JDM (permettez), aime les contrastes, non seulement stylistiques, genrés (au sens de “genre classique”, “genre figuratif”, “genre  abstrait”, etc.). Il aime aussi, supputé-je, démontrer que la peinture n’est, en quelque sorte, plus possible. Je vais le formuler autrement : Quand il donne à voir, sur la même toile, une licorne avec deux tours de refroidissement en background, il ne fait pas “genre” peinture historique ; il dit, en quelque sorte : « On ne peut plus peindre cela ». Et, pour y insister, il craquèle, à la touche, son tableau ; comme craquèlent les toiles d’Ingres et de Vermeer (et alii) au Louvre, nonobstant, il faut y insister l’uchronique présence d’une licorne non loin d’une centrale nucléaire. Vous vous direz (peut-être): « Pourquoi peindre ce que l’on ne peut plus peindre ?» Peut-être, d’une certaine manière, pour justement montrer que ce n’est plus possible. (Redondance ?). En quelque sorte, JDM est au-delà de la niaiserie, comme, en son temps, s’y situait un Sigmar Polke (avec d’autres enjeux).

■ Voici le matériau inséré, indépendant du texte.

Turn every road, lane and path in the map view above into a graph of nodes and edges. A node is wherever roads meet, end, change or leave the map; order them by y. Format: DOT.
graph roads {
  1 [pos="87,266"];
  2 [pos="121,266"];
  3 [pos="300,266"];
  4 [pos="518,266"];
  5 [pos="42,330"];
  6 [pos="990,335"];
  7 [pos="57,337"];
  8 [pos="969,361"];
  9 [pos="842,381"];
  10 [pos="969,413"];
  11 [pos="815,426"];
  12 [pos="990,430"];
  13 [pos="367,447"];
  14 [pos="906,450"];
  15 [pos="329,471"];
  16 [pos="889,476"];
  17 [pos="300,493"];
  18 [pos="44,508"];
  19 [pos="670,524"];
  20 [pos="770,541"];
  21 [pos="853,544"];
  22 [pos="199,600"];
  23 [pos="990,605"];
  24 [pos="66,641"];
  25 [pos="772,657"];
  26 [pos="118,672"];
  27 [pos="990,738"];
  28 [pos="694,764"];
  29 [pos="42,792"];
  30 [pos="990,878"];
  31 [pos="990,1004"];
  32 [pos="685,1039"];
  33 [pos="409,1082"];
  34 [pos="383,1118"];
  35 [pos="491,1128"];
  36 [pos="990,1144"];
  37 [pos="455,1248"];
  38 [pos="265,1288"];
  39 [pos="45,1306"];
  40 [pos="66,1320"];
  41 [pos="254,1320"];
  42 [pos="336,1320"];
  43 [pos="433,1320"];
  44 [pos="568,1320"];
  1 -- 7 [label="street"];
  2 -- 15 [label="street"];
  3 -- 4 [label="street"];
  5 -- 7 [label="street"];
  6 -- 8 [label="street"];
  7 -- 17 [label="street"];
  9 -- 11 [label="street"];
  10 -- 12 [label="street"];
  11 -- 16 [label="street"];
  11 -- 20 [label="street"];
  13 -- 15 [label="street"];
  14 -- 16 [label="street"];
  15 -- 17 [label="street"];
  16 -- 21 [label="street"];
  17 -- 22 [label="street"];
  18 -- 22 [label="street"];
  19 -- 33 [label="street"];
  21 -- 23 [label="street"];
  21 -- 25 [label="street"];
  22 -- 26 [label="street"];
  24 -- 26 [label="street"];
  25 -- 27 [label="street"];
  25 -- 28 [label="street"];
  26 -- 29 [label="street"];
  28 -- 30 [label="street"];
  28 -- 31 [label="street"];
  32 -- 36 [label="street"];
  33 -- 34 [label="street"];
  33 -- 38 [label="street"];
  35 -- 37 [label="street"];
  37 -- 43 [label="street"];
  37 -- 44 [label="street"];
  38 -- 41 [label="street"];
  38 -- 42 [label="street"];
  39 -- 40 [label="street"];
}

Ce montrable plus montrable chez JDM tient aussi, possiblement, d’une ironie postmoderne (Polke et d’autres), ou d’un je ne sais quoi, un je ne sais quoi qui se tient prêt (justement), à quitter le territoire. Je crois qu’il y a vraiment quelque chose de cet ordre chez Des Monstiers : dépicter, représenter ce que l’on ne peut plus représenter, quand d’autres, mais dans un style plus lourd, bien moins maîtrisé, plus pompier et obséquieux, et parfois dans les mêmes parages, ne “réussissent” qu’à produire du papier-peint. Or le papier-peint, il y a des magasins pour cela (Saint-Maclou : évidemment). Bien, pausons avec Fig.1.   

On le sait la peinture, depuis son origine, est une histoire de recouvrement (Callirrohé, la fondatrice, traçant sur le mur au charbon de bois l’ombre de son amant qui vient de partir au loin). Fig.1 illustre bien ce geste, qui, lui encore, cligne de l’œil quant aux genres et à la contemporanéité — avant ? après ? JDM s’amuse à fusionner, ce qui ajoute du tiers à la dialectique, entre “genre” tapisserie avec rosier, donc nature morte au kilomètre, et incrustation “abstraite”.

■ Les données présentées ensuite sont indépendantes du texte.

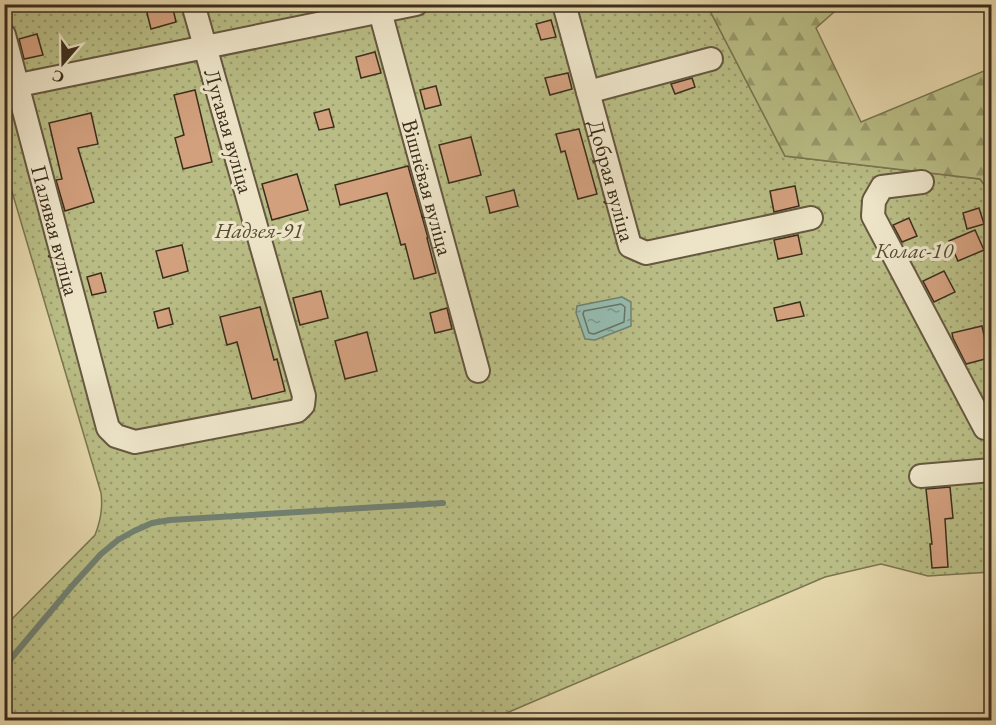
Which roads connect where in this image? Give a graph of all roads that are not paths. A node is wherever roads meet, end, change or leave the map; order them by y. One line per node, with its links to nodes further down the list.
1 (193, 4): 6 (lane, Лугавая вуліца)
2 (416, 4): 4 (lane)
3 (564, 4): 9 (lane, Добрая вуліца)
4 (380, 8): 6 (lane); 12 (lane, Вішнёвая вуліца)
5 (4, 35): 8 (lane, Палявая вуліца)
6 (205, 47): 8 (lane); 13 (lane, Лугавая вуліца)
7 (711, 59): 9 (lane)
8 (19, 84): 13 (lane, Палявая вуліца)
9 (588, 92): 11 (lane, Добрая вуліца)
10 (922, 182): 14 (lane)
11 (811, 218)
12 (478, 371)
13 (108, 428)
14 (992, 429)
15 (992, 470): 16 (lane)
16 (921, 476)

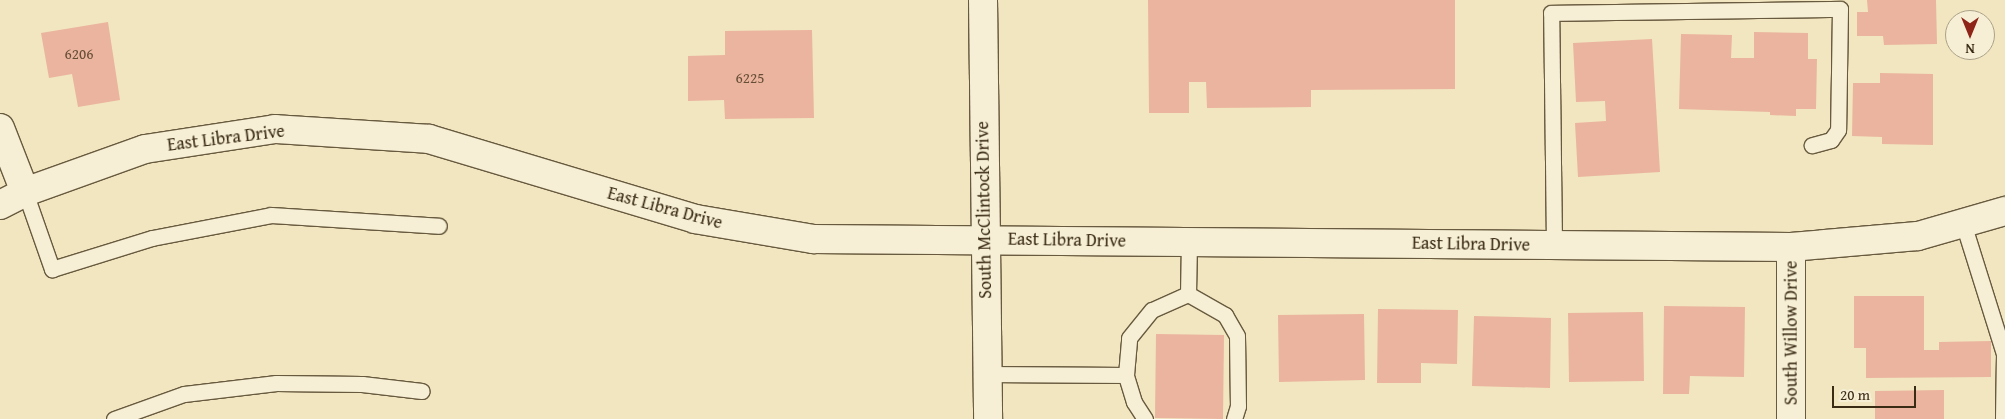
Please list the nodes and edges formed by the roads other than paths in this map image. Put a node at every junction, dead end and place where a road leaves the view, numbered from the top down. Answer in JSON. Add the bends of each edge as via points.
{"nodes":[{"id":1,"x":982,"y":0,"type":"edge"},
{"id":2,"x":1840,"y":4,"type":"edge"},
{"id":3,"x":0,"y":128,"type":"edge"},
{"id":4,"x":1812,"y":145,"type":"dead end"},
{"id":5,"x":25,"y":192,"type":"junction"},
{"id":6,"x":0,"y":205,"type":"edge"},
{"id":7,"x":2005,"y":211,"type":"edge"},
{"id":8,"x":1963,"y":224,"type":"junction"},
{"id":9,"x":439,"y":226,"type":"dead end"},
{"id":10,"x":983,"y":239,"type":"junction"},
{"id":11,"x":1189,"y":242,"type":"junction"},
{"id":12,"x":1554,"y":244,"type":"junction"},
{"id":13,"x":1791,"y":247,"type":"junction"},
{"id":14,"x":1188,"y":294,"type":"junction"},
{"id":15,"x":986,"y":374,"type":"junction"},
{"id":16,"x":1126,"y":375,"type":"junction"},
{"id":17,"x":422,"y":391,"type":"dead end"},
{"id":18,"x":114,"y":419,"type":"edge"},
{"id":19,"x":988,"y":419,"type":"edge"},
{"id":20,"x":1145,"y":419,"type":"edge"},
{"id":21,"x":1234,"y":419,"type":"edge"},
{"id":22,"x":1791,"y":419,"type":"edge"},
{"id":23,"x":2004,"y":419,"type":"edge"}],
"edges":[{"from":1,"to":10,"type":"street","name":"South McClintock Drive"},
{"from":2,"to":4,"type":"lane","via":[[1838,130],[1831,140]]},
{"from":2,"to":12,"type":"lane","via":[[1550,12]]},
{"from":3,"to":5,"type":"street"},
{"from":5,"to":6,"type":"street","name":"East Libra Drive"},
{"from":5,"to":9,"type":"lane","via":[[52,269],[152,238],[271,215]]},
{"from":5,"to":10,"type":"street","name":"East Libra Drive","via":[[145,149],[275,129],[429,139],[695,219],[813,239]]},
{"from":7,"to":8,"type":"street","name":"East Libra Drive"},
{"from":8,"to":13,"type":"street","name":"East Libra Drive","via":[[1918,236]]},
{"from":8,"to":23,"type":"lane","via":[[2004,354]]},
{"from":10,"to":11,"type":"street","name":"East Libra Drive"},
{"from":10,"to":15,"type":"street","name":"South McClintock Drive"},
{"from":11,"to":12,"type":"street","name":"East Libra Drive"},
{"from":11,"to":14,"type":"lane"},
{"from":12,"to":13,"type":"street","name":"East Libra Drive"},
{"from":13,"to":22,"type":"street","name":"South Willow Drive"},
{"from":14,"to":16,"type":"lane","via":[[1152,310],[1129,338]]},
{"from":14,"to":21,"type":"lane","via":[[1225,315],[1237,336],[1238,406]]},
{"from":15,"to":16,"type":"lane"},
{"from":15,"to":19,"type":"street","name":"South McClintock Drive"},
{"from":16,"to":20,"type":"lane","via":[[1134,402]]},
{"from":17,"to":18,"type":"lane","via":[[362,384],[276,382],[184,394]]}]}
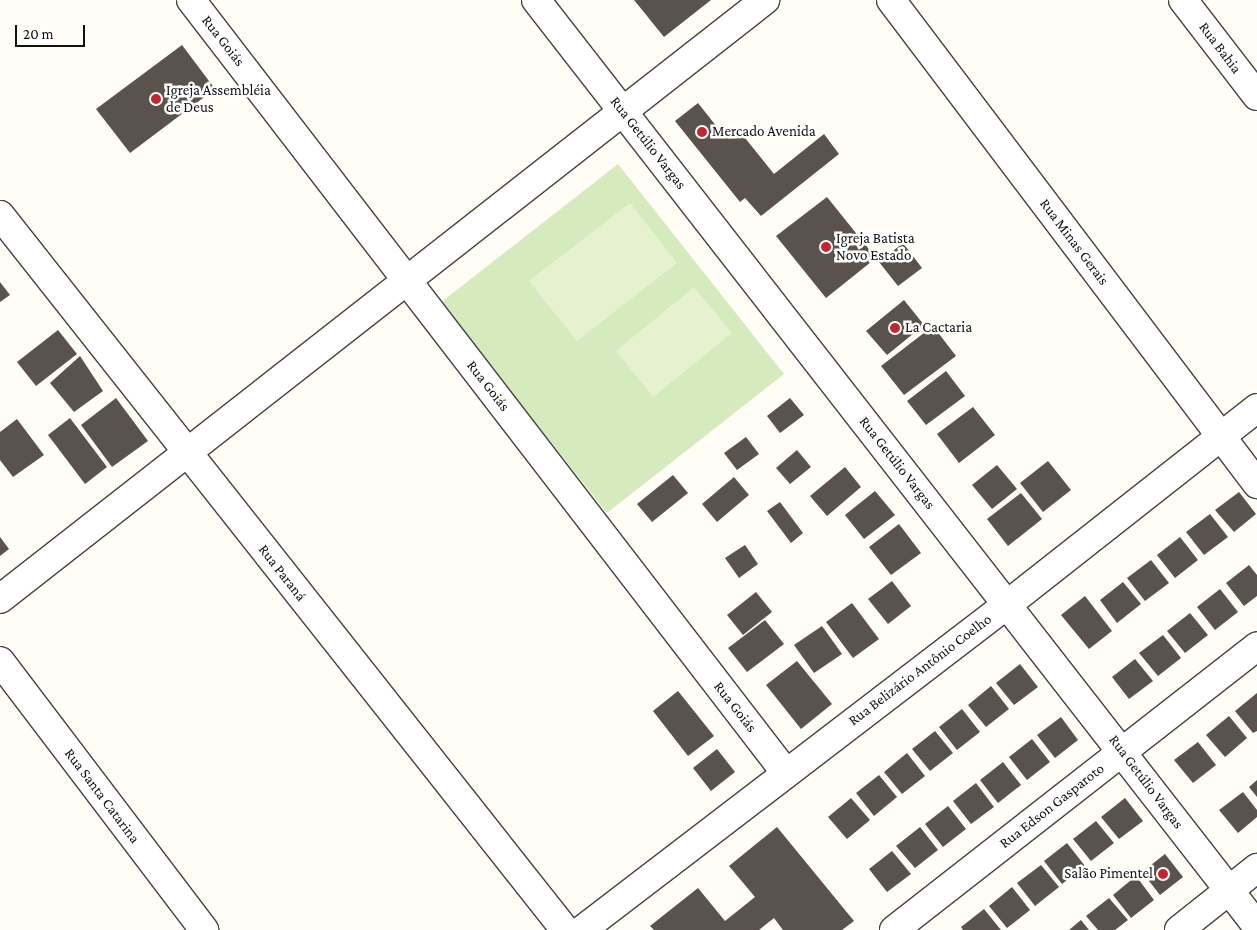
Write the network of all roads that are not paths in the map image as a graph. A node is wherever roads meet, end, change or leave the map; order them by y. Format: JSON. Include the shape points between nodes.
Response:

Julien des Monstiers, Sans titre, 2024 [Détail]

Mine de rien, on vient de distinguer deux ou trois temporalités dans ce tableau, ce qui est déjà pas mal. Du point de vue formel, on peut remarquer un très bel effet d’optique tout en haut, voyez ce décochement qu’on jurerait en trois dimensions ? Le tableau, à dire vrai, pourrait titrer : “Perturbations”. Voyez ces lignes latitudinales zébrant la lecture ; tels des tracés sismographiques        

Julien des Monstiers, Sans titre, 2024 [Détail]

C’est très joliment fait. « Joliment » ne va pas, il s’agit de maîtrise, de métier. Mais « maîtrise » ne suffit pas non plus, il ne s’agit pas de “montrer” les muscles, mais de “dire”, aussi, quelque chose. Avec ces sursauts électriques — car on dirait bien qu’un courant passe ici et parcourt la toile en plusieurs endroits — des Monstiers entaille le motif, produisant donc un autre rythme — celui-ci pas temporel, mais graphique. On note aussi des ondulations verticales : 

Julien des Monstiers, Sans titre, 2024 [Détail]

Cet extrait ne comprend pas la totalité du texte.